Project title: Diffraction-Based Energy-Resolved Neutron Imaging of Batteries under Operation
Project description:
This Ph.D. project is part of the Center of Excellence, ESS (European Spallation Source) Lighthouse in Hard Materials in 3D (SOLID) and the aim is to directly image the microstructural evolution in rechargeable ion batteries under charging-discharging cycles and thereby link the ion transport and intercalation, phase and crystal structure changes to the performance, degradation, and life-time.
These processes take place at length scales ranging from the atomic scale to the micrometer scale, so it is a multi-scale challenge. The ideal analysis method will be non-destructive advanced neutron imaging in 2D and 3D: diffraction-based energy-resolved neutron imaging.

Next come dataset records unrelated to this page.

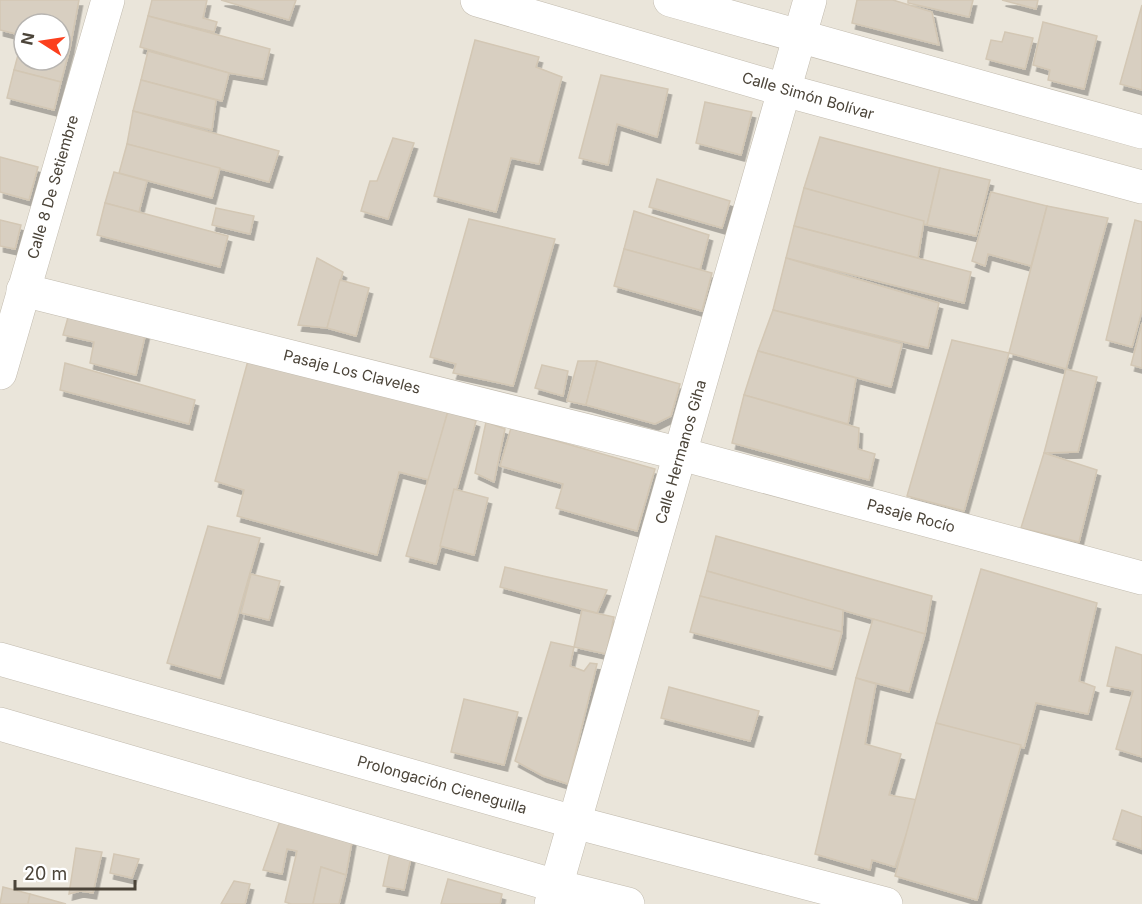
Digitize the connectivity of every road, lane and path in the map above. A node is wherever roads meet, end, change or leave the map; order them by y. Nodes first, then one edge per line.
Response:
1 (108, 0) edge
2 (477, 0) edge
3 (669, 0) edge
4 (810, 0) edge
5 (800, 36) junction
6 (784, 90) junction
7 (1142, 132) edge
8 (1142, 187) edge
9 (23, 290) junction
10 (0, 374) edge
11 (681, 454) junction
12 (1142, 579) edge
13 (0, 658) edge
14 (0, 724) edge
15 (574, 822) junction
16 (554, 895) edge
17 (628, 904) edge
18 (886, 904) edge

1 - 9 street, Calle 8 De Setiembre
2 - 6 street, Calle Simón Bolívar
3 - 5 street
4 - 5 street, Calle Hermanos Giha
5 - 6 street, Calle Hermanos Giha
5 - 7 street
6 - 8 street, Calle Simón Bolívar
6 - 11 street, Calle Hermanos Giha
9 - 10 street, Calle 8 De Setiembre
9 - 11 street, Pasaje Los Claveles
11 - 12 street, Pasaje Rocío
11 - 15 street, Calle Hermanos Giha
13 - 15 street, Prolongación Cieneguilla
14 - 16 street
15 - 16 street, Calle Hermanos Giha
15 - 18 street, Prolongación Cieneguilla
16 - 17 street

The main goal is to be able to map the ionic transport as the battery electrode microstructure undergoes huge changes during the charging-discharging cycles. The related structural and chemical changes are not perfectly reversible and the aim is to understand, which processes are dominating the degradation.
This fundamental knowledge is required for mitigating the degradation in future electrode designs.
The main focus of this Ph.D. project will be to implement diffraction-based energy-resolved neutron imaging in situ, in 2D and 3D, and at multiscale to obtain a deeper knowledge of the microstructural processes involved in the ionic transport.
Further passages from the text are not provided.